Subject: Systematic Theology

Lesson: Government

Genre: Speech

Track: 25

Dictation Name: 25 The Corporation and Limited Existence

Year: 1970’s

Our subject in this, our third session this evening is The Corporation and Limited Existence.

The word “corporation” and the concept of the corporation are both very important to us theologically. The word “corporation” comes from the Latin “corpus,” meaning, a body. The idea of a corporation can be found, to a limited degree, in Rome, but the essentials of the concept of the corporation as we know it in the modern world come to us straight out of the Bible. A corporation is a legal person. It is a body which has an existence even though the members thereof die. The church is a corporation. It is the body of Christ. The concept of a corporation, of course, goes back to the Old Testament. Israel, the Old Testament church, was a corporation, and as such, it was very often purged, captivity, judgment, and disasters of various sorts separated a sizable body of the people from Israel, but Israel as the City of God, continued, and Israel, as the new Israel of God, the church, the kingdom of God, continues.

Now, the state very early saw the threat in Christ and in Christianity, and the whole corporate concept of the church.
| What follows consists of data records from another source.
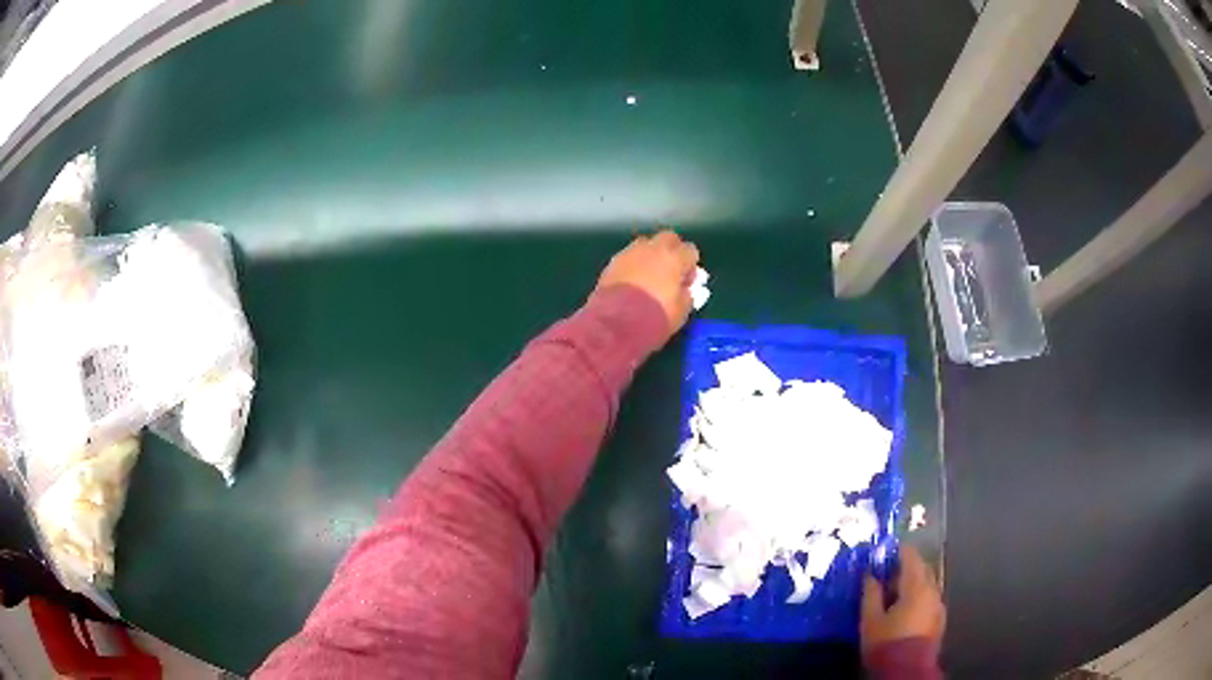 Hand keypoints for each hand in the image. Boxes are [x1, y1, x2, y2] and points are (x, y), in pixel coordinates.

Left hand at [595, 230, 699, 335]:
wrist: (616, 323)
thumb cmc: (655, 316)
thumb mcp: (681, 311)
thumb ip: (686, 294)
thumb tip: (683, 288)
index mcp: (674, 258)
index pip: (690, 251)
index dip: (690, 266)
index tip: (687, 281)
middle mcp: (653, 248)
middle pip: (668, 238)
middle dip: (672, 250)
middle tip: (670, 271)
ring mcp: (630, 252)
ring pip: (645, 244)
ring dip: (650, 255)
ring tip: (649, 275)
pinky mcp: (613, 262)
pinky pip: (628, 256)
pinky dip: (633, 264)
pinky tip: (632, 282)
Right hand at [861, 545, 945, 650]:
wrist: (907, 670)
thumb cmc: (886, 642)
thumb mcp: (870, 619)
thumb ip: (871, 593)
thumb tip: (870, 575)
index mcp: (916, 585)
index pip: (910, 556)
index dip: (897, 551)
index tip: (884, 551)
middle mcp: (932, 589)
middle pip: (922, 568)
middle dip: (906, 566)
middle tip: (886, 572)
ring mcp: (938, 603)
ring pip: (927, 582)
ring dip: (913, 581)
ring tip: (894, 592)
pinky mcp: (939, 618)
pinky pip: (929, 597)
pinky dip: (919, 595)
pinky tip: (906, 607) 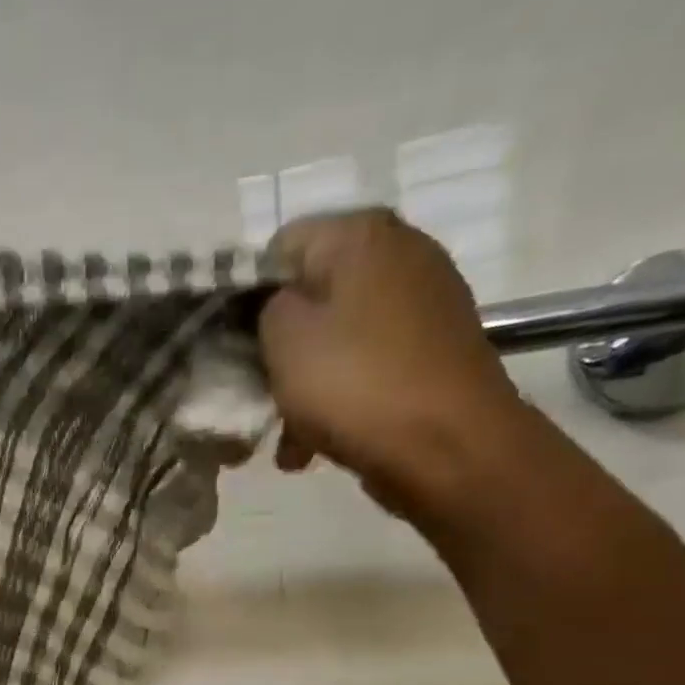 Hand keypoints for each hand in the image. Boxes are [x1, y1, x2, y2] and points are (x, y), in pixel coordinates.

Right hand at [259, 209, 525, 519]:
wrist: (448, 446)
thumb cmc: (356, 384)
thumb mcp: (283, 339)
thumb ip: (266, 309)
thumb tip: (280, 308)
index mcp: (362, 236)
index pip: (282, 246)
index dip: (250, 295)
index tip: (236, 346)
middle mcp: (401, 255)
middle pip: (313, 298)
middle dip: (279, 351)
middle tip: (259, 398)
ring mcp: (425, 306)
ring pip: (338, 341)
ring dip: (305, 388)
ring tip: (286, 441)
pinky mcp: (434, 355)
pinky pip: (368, 370)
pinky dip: (340, 402)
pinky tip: (315, 448)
Here is a transcendental power, that is, a power from beyond this world, a power that said it could not be touched, whose king was in heaven, and is in heaven, and governs from there, and so the state reacted in two ways. First, as with Rome in the early days, it warred against the church. It warred against any allegiance to Christ over the state, and this was the bitter conflict that led to persecutions and to martyrdom.

But then second, the state attempted not only to take over the church and to control it, but to take over the very doctrine of the corporation, and to become itself the corporation, the body of Christ. This doctrine persisted through the centuries, in fact, was developed. The language has changed now from what I am going to be describing in that the theological terminology, the open allusions to Christ have been dropped, but the concept of a corporation as a living person, above and beyond all individuals who are members of it, a legal person, is still basic to our thinking.

Sir Edward Coke said that the state is a mystical body with a king as its head. Blackstone said that the king never dies because kingship is a continuing concept. The king moreover, he said, is never legally under age. Also, he declared, “He is not only incapable of doing wrong, but even of thinking wrong. He can never mean to do an improper thing. In him is no fault nor weakness.” Edmund Plowden said the political body is invisible and immortal, even as Christ is. The king was the incarnate sovereign. In Queen Elizabeth’s day, Justices Southcoat and Harper, according to the law report for that time, held, “The king has two capacities for he has two bodies. The one whereof is a body natural consisting of natural members as every other man has, and in this he is subject to passions and death as other men are. The other is a body politic and the members thereof are his subjects, and he and his subjects together compose the corporation,” as Southcoat said, “and he is incorporated with them and they with him, and he is the head, and they are the members, and he has the sole government of them, and this body is not subject to passions as the other is, nor to death, for as to this body, the king never dies, and his natural death is not called in our laws,“ Harper said, “the death of the king, but the demise of the king. Not signifying by that word ‘demise’ that the body politic of the king is dead, but that there is a separation of the two bodies, and that the body politic is transferred and conveyed over from the royal body natural now dead, or now removed from the dignity royal to another body natural. So that it signifies a removal of the body politic of the king of this realm from one body natural to another.”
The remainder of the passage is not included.